● Prompt
Each line of the material below with the word "Cloth" is to be reported.

● Excerpted data
----------

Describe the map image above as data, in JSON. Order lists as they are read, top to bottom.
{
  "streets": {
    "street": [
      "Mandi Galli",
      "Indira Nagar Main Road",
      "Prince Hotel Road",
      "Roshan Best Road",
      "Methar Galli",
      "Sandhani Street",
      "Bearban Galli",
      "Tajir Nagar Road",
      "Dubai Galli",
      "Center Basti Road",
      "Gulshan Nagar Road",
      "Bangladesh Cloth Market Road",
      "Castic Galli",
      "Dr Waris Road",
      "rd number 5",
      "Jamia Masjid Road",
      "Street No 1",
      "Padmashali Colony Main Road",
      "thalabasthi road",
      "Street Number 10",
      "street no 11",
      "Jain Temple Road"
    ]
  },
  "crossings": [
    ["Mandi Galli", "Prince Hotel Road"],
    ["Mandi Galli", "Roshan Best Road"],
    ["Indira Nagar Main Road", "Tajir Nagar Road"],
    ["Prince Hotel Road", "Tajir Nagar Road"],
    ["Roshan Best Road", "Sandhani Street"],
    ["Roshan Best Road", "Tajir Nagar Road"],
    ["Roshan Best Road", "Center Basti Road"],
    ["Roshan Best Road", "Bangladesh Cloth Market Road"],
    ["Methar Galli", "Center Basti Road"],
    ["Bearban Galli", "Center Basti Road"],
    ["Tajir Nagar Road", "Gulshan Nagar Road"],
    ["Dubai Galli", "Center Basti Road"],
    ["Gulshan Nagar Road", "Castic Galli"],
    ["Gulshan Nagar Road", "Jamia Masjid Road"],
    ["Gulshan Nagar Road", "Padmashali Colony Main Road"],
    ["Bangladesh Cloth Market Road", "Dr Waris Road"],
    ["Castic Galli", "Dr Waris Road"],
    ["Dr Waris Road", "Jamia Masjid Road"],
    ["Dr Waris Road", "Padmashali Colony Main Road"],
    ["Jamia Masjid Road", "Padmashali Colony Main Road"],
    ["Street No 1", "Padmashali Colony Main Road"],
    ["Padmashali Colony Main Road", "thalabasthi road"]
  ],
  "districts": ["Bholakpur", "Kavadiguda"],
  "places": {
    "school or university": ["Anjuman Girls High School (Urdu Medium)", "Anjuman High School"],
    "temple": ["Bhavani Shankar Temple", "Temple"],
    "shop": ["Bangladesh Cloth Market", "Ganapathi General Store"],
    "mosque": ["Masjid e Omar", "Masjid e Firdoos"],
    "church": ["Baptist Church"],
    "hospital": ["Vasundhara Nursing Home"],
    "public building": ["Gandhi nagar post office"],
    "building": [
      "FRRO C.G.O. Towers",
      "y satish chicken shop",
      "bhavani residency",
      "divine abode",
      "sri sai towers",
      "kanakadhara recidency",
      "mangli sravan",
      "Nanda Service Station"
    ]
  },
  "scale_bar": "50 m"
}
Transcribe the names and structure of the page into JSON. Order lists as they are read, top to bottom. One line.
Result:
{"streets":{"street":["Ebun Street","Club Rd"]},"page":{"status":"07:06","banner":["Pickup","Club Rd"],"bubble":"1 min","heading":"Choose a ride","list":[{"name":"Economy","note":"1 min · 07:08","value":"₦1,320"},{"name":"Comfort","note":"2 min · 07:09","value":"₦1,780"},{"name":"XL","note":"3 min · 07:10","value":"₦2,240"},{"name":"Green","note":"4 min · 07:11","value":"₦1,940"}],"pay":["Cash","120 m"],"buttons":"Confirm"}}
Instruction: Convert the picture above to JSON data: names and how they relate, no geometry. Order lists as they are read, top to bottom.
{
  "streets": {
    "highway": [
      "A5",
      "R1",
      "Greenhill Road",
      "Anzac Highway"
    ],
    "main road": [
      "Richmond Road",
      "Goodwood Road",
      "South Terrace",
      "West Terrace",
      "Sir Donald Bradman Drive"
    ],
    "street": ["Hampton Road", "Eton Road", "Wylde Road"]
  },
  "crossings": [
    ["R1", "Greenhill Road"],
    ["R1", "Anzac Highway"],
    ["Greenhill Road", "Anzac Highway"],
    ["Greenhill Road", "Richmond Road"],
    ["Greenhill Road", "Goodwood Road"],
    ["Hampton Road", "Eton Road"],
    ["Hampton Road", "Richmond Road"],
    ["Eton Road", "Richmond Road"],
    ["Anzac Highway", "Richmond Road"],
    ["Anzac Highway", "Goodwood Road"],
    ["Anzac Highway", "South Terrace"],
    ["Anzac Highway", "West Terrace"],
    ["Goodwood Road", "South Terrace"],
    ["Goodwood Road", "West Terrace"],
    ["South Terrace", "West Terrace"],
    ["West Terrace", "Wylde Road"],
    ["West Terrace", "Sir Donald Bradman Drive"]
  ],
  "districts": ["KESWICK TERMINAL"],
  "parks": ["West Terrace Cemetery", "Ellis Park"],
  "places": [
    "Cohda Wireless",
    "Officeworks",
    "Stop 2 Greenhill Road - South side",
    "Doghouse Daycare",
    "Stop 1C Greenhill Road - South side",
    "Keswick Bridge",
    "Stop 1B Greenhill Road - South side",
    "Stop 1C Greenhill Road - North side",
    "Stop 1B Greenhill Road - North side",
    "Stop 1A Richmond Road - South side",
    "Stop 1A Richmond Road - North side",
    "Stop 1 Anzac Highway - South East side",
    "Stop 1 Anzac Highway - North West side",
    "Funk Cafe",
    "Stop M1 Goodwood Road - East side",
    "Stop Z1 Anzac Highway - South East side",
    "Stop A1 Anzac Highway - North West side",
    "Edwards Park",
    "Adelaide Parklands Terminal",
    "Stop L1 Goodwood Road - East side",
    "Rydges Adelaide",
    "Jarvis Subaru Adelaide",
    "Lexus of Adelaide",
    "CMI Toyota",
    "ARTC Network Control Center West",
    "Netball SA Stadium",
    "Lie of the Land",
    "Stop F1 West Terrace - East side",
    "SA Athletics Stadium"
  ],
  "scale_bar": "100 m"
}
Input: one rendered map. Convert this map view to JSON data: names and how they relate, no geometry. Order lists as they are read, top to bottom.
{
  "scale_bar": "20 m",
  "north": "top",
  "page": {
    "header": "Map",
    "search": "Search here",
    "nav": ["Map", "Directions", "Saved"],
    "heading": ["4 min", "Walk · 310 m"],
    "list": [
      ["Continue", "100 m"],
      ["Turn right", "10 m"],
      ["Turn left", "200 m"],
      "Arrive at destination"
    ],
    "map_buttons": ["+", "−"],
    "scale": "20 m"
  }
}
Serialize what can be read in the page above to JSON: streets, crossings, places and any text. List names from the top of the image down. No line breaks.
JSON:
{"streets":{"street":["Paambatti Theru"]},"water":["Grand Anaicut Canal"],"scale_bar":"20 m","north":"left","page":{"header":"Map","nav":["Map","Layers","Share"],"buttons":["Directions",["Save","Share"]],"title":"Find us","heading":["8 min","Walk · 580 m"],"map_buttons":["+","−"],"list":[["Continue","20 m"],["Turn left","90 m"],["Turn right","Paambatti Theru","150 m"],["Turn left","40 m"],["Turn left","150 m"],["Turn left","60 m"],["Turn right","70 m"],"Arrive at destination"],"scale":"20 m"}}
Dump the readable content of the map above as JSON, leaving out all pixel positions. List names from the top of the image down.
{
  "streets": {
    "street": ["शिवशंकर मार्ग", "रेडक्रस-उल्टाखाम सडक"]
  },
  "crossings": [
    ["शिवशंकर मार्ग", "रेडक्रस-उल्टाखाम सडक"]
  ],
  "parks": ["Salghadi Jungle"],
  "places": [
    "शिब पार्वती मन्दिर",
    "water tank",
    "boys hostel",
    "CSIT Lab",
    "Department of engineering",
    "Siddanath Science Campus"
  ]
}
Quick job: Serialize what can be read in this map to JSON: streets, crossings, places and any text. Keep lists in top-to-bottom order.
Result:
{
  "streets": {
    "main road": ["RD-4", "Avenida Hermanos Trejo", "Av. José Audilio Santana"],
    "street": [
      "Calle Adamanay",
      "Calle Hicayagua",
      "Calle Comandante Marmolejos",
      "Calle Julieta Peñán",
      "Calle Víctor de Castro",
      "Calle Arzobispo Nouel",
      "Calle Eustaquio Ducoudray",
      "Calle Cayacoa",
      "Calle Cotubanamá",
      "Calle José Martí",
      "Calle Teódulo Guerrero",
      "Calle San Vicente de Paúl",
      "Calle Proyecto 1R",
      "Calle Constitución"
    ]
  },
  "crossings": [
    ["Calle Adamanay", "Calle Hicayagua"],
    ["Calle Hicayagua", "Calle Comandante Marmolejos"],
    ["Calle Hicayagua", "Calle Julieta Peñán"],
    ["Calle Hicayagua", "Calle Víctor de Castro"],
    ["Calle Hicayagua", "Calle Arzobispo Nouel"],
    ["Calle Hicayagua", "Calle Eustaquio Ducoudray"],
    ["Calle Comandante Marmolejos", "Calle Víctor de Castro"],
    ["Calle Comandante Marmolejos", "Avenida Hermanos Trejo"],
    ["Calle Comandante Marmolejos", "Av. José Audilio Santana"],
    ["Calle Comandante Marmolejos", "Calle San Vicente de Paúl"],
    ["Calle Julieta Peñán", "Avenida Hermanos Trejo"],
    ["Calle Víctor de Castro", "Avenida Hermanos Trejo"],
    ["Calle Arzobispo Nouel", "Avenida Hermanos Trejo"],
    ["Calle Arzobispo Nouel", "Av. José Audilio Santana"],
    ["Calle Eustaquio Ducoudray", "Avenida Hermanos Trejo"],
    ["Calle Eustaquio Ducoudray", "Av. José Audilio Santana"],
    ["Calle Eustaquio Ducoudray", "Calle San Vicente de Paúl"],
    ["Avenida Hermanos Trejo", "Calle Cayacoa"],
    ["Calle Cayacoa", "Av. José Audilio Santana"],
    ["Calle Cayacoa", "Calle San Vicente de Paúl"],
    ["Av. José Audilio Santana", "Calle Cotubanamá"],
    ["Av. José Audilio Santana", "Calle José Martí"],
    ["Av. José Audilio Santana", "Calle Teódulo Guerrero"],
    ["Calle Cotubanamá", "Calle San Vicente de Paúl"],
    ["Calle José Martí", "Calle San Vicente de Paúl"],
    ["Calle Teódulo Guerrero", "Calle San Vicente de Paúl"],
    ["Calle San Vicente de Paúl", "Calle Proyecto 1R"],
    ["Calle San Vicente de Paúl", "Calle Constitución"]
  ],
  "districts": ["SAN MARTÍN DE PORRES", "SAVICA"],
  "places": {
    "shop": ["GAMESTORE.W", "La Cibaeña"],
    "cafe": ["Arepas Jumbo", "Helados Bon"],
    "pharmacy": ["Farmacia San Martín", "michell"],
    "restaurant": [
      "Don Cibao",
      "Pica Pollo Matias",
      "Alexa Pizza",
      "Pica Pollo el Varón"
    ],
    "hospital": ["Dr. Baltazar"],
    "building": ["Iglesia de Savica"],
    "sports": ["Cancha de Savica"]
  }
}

----------

● Task answer
      "Bangladesh Cloth Market Road",
    ["Roshan Best Road", "Bangladesh Cloth Market Road"],
    ["Bangladesh Cloth Market Road", "Dr Waris Road"],
    "shop": ["Bangladesh Cloth Market", "Ganapathi General Store"],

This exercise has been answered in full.